| What you need to do |
Could you please find each line in the records that contains the word "Araújo" and copy it?

| Exercise inputs |

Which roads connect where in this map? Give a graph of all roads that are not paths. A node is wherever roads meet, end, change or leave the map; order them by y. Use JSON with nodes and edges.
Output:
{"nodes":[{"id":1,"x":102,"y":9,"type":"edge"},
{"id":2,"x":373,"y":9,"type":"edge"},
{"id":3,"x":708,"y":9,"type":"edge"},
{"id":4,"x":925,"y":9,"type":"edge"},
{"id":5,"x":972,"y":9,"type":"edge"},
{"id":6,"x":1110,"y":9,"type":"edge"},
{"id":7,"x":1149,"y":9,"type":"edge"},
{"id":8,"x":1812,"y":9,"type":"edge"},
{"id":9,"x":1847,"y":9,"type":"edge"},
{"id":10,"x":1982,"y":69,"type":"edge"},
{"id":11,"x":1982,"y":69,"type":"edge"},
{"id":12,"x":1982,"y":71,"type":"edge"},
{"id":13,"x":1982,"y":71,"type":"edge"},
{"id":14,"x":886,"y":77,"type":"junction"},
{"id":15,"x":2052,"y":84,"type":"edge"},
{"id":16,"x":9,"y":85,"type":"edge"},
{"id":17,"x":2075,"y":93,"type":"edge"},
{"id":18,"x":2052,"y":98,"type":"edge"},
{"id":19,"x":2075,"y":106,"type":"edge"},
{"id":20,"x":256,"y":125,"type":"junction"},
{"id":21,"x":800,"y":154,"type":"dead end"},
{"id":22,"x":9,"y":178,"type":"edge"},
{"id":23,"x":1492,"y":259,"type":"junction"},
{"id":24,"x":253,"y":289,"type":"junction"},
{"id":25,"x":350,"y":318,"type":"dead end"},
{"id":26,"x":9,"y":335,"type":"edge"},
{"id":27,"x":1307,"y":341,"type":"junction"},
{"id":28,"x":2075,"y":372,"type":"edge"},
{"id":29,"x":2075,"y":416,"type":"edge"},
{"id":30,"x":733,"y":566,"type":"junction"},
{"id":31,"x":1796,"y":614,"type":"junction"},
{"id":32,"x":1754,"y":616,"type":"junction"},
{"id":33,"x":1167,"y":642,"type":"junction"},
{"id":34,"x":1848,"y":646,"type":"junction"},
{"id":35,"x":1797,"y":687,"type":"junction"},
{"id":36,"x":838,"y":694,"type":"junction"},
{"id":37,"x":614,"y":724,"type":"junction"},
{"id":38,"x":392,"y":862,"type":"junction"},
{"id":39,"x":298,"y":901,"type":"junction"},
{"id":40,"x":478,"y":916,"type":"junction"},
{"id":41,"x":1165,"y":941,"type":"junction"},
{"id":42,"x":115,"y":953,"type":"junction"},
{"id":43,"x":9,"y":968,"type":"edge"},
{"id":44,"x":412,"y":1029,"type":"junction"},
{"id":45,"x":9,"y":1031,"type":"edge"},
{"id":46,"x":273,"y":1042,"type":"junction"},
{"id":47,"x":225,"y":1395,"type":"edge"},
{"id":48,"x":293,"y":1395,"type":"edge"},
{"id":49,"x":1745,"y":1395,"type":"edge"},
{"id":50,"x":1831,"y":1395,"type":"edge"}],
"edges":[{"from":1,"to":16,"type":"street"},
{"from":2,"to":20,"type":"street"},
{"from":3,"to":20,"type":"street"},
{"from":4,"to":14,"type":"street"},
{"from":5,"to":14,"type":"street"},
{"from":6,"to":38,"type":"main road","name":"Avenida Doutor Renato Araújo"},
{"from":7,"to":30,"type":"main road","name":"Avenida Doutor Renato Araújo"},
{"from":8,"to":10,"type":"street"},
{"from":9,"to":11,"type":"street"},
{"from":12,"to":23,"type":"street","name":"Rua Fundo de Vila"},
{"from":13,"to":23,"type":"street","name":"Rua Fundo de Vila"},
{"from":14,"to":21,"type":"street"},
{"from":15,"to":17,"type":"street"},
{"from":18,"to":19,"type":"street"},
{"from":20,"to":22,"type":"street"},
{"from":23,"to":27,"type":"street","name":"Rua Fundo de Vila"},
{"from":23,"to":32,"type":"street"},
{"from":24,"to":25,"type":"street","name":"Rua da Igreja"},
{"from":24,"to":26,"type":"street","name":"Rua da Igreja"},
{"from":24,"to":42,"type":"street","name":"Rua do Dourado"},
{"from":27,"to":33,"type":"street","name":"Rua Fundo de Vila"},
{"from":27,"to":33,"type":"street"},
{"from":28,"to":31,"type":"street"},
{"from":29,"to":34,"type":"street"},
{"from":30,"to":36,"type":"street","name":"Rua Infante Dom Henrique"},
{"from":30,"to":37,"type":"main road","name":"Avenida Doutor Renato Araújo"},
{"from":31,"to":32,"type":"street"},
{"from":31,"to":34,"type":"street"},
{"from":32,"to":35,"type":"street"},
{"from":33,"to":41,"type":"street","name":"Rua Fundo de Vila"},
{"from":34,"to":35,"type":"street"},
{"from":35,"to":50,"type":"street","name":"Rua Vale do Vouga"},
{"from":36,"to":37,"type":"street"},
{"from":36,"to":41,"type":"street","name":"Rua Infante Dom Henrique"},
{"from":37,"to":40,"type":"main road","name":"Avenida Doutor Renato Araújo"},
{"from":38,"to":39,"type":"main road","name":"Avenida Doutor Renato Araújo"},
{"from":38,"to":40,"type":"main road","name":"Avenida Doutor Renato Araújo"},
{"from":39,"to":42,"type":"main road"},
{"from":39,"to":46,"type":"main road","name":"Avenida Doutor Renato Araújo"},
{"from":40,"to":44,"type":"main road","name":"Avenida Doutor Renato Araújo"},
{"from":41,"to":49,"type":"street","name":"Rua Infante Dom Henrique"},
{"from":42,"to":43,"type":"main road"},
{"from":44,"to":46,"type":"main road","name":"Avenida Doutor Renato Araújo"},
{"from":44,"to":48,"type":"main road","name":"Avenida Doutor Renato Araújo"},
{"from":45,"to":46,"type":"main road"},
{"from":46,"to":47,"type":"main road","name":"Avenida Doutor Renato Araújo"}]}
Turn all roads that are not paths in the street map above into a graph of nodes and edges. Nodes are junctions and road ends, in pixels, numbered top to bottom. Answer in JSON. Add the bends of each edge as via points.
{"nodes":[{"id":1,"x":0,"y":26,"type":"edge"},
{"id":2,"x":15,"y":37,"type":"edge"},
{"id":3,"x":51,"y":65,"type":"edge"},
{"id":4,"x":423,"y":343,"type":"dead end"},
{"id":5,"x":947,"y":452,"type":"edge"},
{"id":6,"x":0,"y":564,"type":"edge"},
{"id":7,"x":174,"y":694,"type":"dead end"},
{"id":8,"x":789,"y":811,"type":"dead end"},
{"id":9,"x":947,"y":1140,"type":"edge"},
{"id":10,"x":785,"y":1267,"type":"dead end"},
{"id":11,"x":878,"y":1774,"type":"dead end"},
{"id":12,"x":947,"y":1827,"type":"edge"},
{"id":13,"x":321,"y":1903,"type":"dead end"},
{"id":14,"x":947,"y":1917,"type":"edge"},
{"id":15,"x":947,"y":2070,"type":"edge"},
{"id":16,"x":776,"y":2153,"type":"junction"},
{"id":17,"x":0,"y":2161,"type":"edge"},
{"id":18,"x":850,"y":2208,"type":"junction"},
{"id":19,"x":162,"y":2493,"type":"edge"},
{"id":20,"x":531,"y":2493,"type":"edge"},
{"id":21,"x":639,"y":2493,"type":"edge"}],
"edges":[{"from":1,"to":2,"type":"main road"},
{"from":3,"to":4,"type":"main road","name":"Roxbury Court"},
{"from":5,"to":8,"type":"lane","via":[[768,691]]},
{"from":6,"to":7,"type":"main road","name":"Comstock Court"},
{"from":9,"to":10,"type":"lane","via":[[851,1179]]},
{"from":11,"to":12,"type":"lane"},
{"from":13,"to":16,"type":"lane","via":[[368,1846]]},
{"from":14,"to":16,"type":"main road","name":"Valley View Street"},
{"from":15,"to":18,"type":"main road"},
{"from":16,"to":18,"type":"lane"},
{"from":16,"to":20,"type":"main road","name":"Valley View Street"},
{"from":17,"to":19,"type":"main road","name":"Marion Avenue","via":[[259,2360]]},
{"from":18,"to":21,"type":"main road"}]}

| Answer space |
{"from":6,"to":38,"type":"main road","name":"Avenida Doutor Renato Araújo"},
{"from":7,"to":30,"type":"main road","name":"Avenida Doutor Renato Araújo"},
{"from":30,"to":37,"type":"main road","name":"Avenida Doutor Renato Araújo"},
{"from":37,"to":40,"type":"main road","name":"Avenida Doutor Renato Araújo"},
{"from":38,"to":39,"type":"main road","name":"Avenida Doutor Renato Araújo"},
{"from":38,"to":40,"type":"main road","name":"Avenida Doutor Renato Araújo"},
{"from":39,"to":46,"type":"main road","name":"Avenida Doutor Renato Araújo"},
{"from":40,"to":44,"type":"main road","name":"Avenida Doutor Renato Araújo"},
{"from":44,"to":46,"type":"main road","name":"Avenida Doutor Renato Araújo"},
{"from":44,"to":48,"type":"main road","name":"Avenida Doutor Renato Araújo"},
{"from":46,"to":47,"type":"main road","name":"Avenida Doutor Renato Araújo"}]}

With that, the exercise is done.